◆ **Task goal**
Everything from the line containing "Please list the" through the final line of the records must be transcribed verbatim; nothing else belongs in the result.

◆ **Input data**
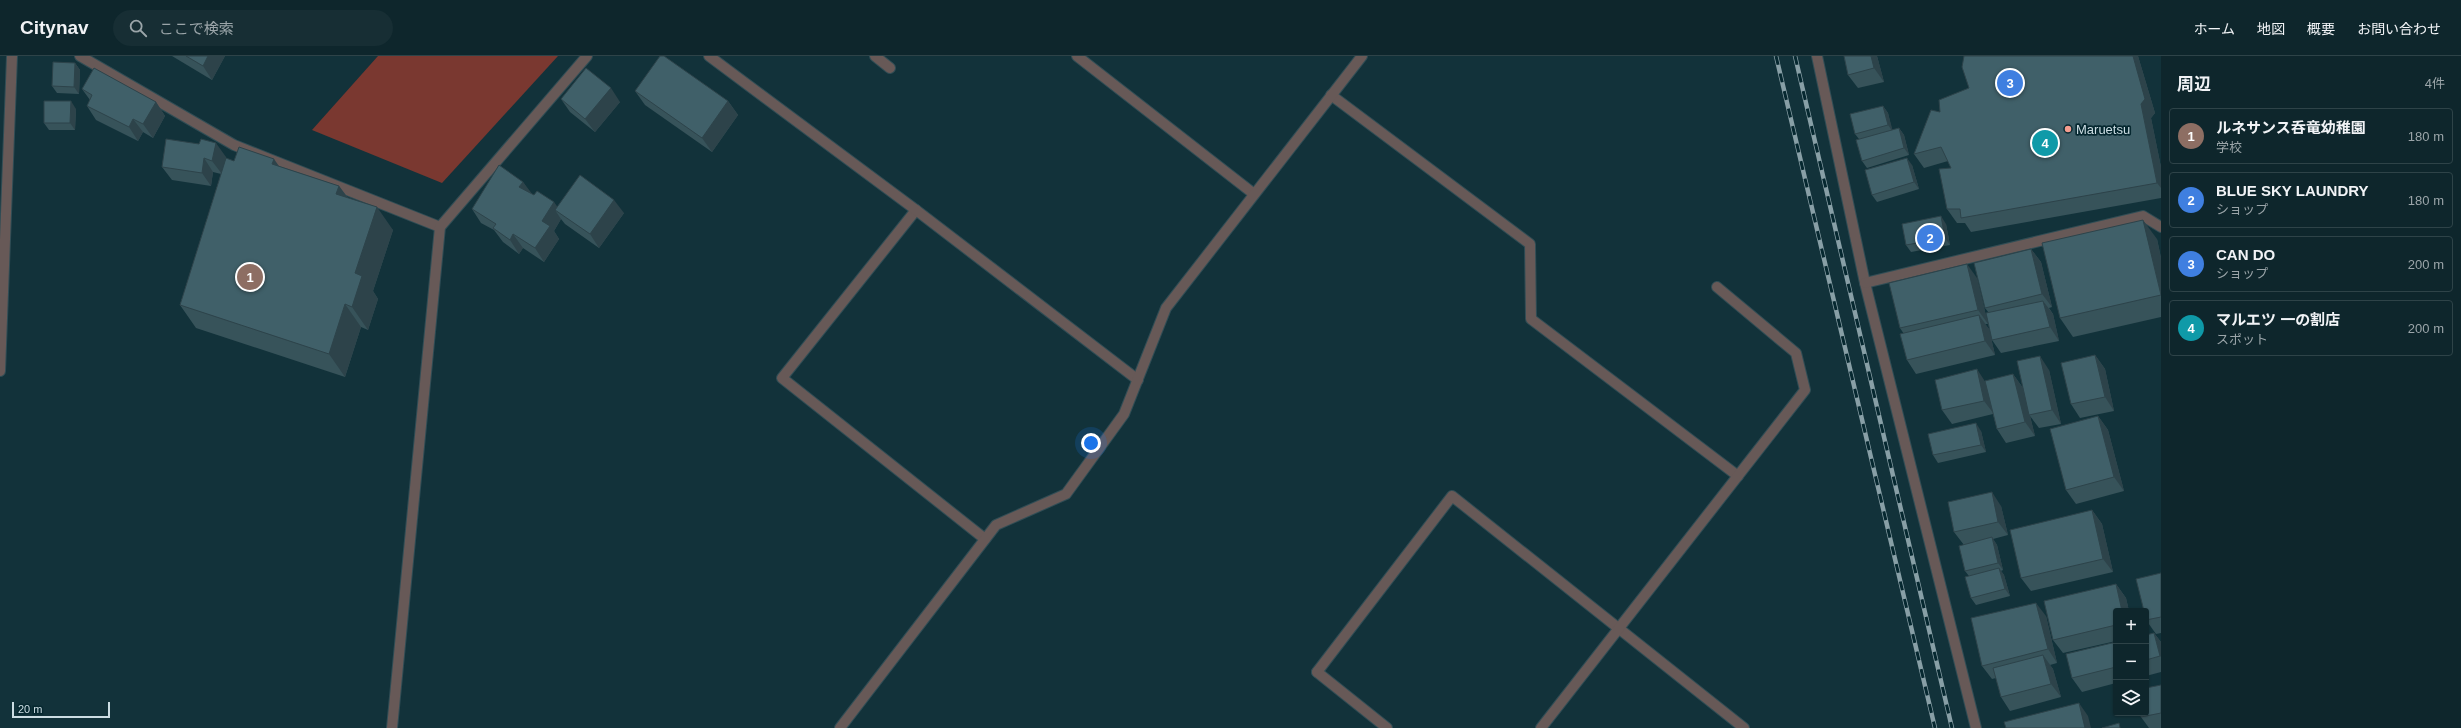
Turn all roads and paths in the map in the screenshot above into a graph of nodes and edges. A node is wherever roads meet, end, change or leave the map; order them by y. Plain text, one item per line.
1 (12, 56) edge
2 (80, 56) edge
3 (587, 56) edge
4 (709, 56) edge
5 (875, 56) edge
6 (1077, 56) edge
7 (1362, 56) edge
8 (1817, 56) edge
9 (890, 68) dead end
10 (1330, 96) junction
11 (4, 164) edge
12 (1254, 194) junction
13 (916, 210) junction
14 (2161, 227) edge
15 (440, 228) junction
16 (1865, 283) junction
17 (1717, 287) dead end
18 (0, 371) edge
19 (1138, 380) junction
20 (1738, 476) junction
21 (985, 539) junction
22 (1619, 627) junction
23 (392, 728) edge
24 (840, 728) edge
25 (1387, 728) edge
26 (1541, 728) edge
27 (1744, 728) edge
28 (1976, 728) edge

1 - 11 street
2 - 15 street
3 - 15 street
4 - 13 street
5 - 9 street
6 - 12 street
7 - 10 street
8 - 16 street
10 - 12 street
10 - 20 street
11 - 18 street
12 - 19 street
13 - 19 street
13 - 21 street
14 - 16 street
15 - 23 street
16 - 28 street
17 - 20 street
19 - 21 street
20 - 22 street
21 - 24 street
22 - 25 street
22 - 26 street
22 - 27 street

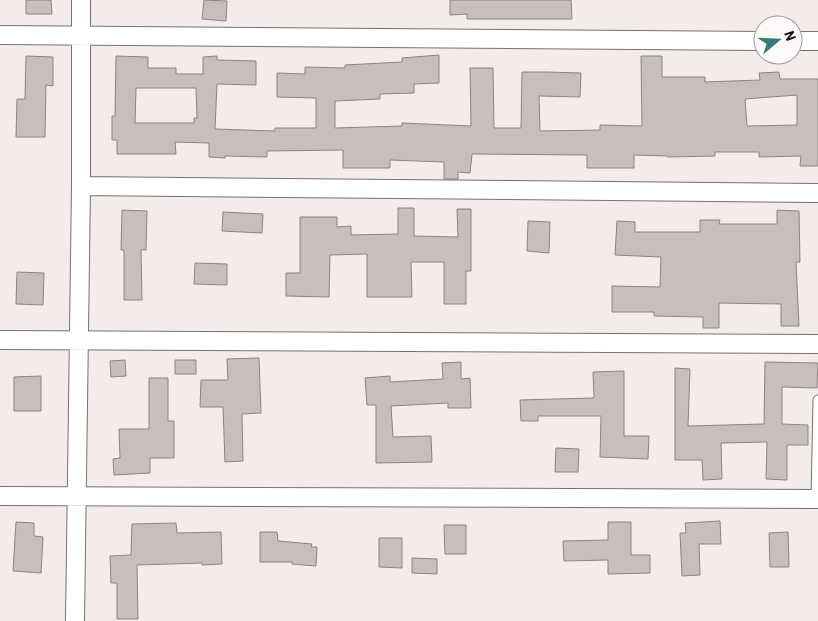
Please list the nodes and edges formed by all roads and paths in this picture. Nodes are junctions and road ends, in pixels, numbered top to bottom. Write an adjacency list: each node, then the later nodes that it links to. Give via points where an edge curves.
1 (80, 0): 3 (street)
2 (0, 35): 3 (street)
3 (81, 36): 4 (street); 7 (street)
4 (753, 41)
5 (803, 41): 6 (street)
6 (818, 41)
7 (81, 186): 8 (street); 10 (street)
8 (818, 193)
9 (0, 340): 10 (street)
10 (78, 342): 11 (street); 14 (street)
11 (818, 344)
12 (818, 400): 15 (lane)
13 (0, 496): 14 (street)
14 (76, 496): 15 (street); 16 (street)
15 (817, 499)
16 (75, 621)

◆ **Output**
Please list the nodes and edges formed by all roads and paths in this picture. Nodes are junctions and road ends, in pixels, numbered top to bottom. Write an adjacency list: each node, then the later nodes that it links to. Give via points where an edge curves.
1 (80, 0): 3 (street)
2 (0, 35): 3 (street)
3 (81, 36): 4 (street); 7 (street)
4 (753, 41)
5 (803, 41): 6 (street)
6 (818, 41)
7 (81, 186): 8 (street); 10 (street)
8 (818, 193)
9 (0, 340): 10 (street)
10 (78, 342): 11 (street); 14 (street)
11 (818, 344)
12 (818, 400): 15 (lane)
13 (0, 496): 14 (street)
14 (76, 496): 15 (street); 16 (street)
15 (817, 499)
16 (75, 621)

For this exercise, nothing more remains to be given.